# [GIVEN DATA]
------------------------------------------------
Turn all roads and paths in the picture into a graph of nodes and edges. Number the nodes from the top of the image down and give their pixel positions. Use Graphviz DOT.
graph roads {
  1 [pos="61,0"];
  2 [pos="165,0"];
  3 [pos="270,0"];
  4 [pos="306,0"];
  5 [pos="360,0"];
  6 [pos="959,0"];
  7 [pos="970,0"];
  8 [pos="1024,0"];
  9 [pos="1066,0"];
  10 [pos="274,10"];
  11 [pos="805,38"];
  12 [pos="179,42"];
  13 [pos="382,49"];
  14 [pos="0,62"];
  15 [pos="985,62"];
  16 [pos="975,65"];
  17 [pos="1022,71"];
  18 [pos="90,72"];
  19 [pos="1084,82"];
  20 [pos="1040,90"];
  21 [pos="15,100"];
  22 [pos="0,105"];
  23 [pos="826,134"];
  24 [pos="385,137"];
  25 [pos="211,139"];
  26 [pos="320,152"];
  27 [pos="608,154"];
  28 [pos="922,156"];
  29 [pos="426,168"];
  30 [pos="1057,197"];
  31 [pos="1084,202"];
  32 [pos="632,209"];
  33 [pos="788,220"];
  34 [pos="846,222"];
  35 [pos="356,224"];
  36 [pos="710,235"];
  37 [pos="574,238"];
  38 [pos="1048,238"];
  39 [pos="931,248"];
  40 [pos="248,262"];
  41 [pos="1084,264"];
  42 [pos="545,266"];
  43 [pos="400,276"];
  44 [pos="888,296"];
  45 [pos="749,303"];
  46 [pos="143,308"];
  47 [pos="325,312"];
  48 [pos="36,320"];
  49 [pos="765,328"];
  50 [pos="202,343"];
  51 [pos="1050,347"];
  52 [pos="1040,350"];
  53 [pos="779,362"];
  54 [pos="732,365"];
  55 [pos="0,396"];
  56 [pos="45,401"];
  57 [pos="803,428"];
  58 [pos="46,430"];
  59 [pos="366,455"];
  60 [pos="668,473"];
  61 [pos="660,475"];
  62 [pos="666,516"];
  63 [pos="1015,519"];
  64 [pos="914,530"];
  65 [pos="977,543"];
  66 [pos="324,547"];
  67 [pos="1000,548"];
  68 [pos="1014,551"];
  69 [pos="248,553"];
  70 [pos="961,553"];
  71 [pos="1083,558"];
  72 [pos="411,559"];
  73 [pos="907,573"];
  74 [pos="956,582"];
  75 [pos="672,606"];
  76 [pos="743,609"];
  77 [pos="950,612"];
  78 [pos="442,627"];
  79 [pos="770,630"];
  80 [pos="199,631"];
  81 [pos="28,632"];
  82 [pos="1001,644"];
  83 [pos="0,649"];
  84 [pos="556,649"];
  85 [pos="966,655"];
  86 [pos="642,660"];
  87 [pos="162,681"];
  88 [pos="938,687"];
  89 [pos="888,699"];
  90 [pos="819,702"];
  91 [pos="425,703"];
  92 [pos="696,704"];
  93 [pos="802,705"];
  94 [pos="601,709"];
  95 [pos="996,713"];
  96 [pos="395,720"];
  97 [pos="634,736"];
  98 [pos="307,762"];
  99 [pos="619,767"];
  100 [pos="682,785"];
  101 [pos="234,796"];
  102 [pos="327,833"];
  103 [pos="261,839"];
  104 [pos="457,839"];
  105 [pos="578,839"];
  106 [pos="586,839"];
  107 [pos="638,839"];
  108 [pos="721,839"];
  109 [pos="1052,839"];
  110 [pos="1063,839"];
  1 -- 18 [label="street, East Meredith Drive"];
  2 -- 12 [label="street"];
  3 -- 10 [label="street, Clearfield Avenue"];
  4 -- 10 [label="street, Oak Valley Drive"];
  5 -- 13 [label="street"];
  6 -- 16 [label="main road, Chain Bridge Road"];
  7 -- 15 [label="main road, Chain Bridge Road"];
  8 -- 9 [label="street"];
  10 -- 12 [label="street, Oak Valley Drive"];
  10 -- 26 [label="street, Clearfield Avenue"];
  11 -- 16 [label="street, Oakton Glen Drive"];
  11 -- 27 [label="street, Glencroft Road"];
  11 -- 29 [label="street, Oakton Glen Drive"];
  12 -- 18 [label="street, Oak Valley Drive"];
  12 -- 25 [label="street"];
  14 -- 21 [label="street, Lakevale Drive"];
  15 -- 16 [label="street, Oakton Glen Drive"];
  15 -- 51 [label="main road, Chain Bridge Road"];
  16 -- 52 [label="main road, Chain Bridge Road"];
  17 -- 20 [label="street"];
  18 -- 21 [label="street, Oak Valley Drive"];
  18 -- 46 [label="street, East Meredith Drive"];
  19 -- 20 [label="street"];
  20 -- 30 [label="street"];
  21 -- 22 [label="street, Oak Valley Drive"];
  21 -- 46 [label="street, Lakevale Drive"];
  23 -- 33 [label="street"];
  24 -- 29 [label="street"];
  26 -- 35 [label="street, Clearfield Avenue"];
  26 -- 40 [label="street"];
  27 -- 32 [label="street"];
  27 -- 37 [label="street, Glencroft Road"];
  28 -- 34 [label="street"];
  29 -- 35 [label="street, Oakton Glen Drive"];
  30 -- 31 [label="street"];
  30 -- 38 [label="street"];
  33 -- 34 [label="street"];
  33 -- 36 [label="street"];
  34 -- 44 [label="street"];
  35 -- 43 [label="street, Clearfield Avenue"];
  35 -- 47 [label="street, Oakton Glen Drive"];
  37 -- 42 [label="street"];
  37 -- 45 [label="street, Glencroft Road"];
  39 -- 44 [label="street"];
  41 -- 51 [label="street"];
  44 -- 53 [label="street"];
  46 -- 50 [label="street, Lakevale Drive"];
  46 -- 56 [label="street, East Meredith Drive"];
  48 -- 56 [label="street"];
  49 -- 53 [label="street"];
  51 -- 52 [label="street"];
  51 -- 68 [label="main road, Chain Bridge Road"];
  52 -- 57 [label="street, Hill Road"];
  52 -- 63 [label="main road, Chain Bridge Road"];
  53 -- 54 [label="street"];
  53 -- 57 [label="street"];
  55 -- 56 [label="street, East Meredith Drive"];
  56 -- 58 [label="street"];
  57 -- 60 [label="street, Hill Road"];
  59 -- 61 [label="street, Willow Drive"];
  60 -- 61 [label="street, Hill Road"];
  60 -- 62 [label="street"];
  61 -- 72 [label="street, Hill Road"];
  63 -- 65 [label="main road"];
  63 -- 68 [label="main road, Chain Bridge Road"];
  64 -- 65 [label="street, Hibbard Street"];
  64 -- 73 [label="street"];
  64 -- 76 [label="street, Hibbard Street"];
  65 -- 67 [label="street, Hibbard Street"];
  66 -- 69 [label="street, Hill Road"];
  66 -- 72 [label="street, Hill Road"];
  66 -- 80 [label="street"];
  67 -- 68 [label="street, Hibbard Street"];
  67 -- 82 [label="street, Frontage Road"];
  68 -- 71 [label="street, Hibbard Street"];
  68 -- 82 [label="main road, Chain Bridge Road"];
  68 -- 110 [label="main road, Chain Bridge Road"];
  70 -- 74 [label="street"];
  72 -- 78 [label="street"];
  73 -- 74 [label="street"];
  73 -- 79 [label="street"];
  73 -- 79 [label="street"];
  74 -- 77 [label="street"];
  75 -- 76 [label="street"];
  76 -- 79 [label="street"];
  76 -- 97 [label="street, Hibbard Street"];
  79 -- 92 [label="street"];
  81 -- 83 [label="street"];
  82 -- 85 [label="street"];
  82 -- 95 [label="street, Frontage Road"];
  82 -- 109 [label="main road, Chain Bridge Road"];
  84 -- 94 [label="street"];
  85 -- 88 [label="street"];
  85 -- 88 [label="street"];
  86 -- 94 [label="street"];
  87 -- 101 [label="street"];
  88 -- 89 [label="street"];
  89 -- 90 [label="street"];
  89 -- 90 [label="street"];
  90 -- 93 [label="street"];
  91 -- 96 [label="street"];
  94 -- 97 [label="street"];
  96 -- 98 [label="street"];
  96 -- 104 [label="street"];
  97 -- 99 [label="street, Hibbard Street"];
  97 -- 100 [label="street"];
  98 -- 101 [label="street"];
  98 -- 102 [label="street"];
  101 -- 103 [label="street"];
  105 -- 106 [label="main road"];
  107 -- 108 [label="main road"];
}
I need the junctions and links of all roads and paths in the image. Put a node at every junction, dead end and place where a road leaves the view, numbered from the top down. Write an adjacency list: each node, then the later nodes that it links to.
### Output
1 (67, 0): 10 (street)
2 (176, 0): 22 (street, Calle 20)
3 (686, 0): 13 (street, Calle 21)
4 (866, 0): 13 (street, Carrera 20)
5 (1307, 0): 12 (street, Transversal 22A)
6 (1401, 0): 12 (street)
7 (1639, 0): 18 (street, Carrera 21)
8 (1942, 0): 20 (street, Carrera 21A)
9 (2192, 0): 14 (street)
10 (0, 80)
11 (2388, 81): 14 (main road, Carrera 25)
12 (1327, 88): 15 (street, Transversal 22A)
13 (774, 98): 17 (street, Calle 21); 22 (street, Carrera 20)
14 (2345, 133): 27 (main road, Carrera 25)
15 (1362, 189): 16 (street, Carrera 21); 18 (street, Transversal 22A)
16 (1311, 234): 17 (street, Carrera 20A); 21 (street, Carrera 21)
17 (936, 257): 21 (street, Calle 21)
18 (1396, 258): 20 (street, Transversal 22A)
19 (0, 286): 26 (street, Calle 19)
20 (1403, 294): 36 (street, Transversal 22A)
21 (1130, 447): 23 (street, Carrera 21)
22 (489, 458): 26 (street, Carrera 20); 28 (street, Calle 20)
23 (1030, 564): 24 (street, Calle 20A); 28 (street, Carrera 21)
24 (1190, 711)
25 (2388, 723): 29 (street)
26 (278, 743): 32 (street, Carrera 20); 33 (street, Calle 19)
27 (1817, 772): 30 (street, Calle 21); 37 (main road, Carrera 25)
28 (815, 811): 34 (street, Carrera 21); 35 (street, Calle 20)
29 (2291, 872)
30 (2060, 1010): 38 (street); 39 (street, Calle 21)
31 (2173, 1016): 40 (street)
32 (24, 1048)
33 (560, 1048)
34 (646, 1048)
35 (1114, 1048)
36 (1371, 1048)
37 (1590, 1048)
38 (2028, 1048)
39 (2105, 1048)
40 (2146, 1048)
------------------------------------------------
Each line of the entries where the string "nodes" occurs should be shown.

Turn all roads and paths in the picture into a graph of nodes and edges. Number the nodes from the top of the image down and give their pixel positions. Use Graphviz DOT.
I need the junctions and links of all roads and paths in the image. Put a node at every junction, dead end and place where a road leaves the view, numbered from the top down. Write an adjacency list: each node, then the later nodes that it links to.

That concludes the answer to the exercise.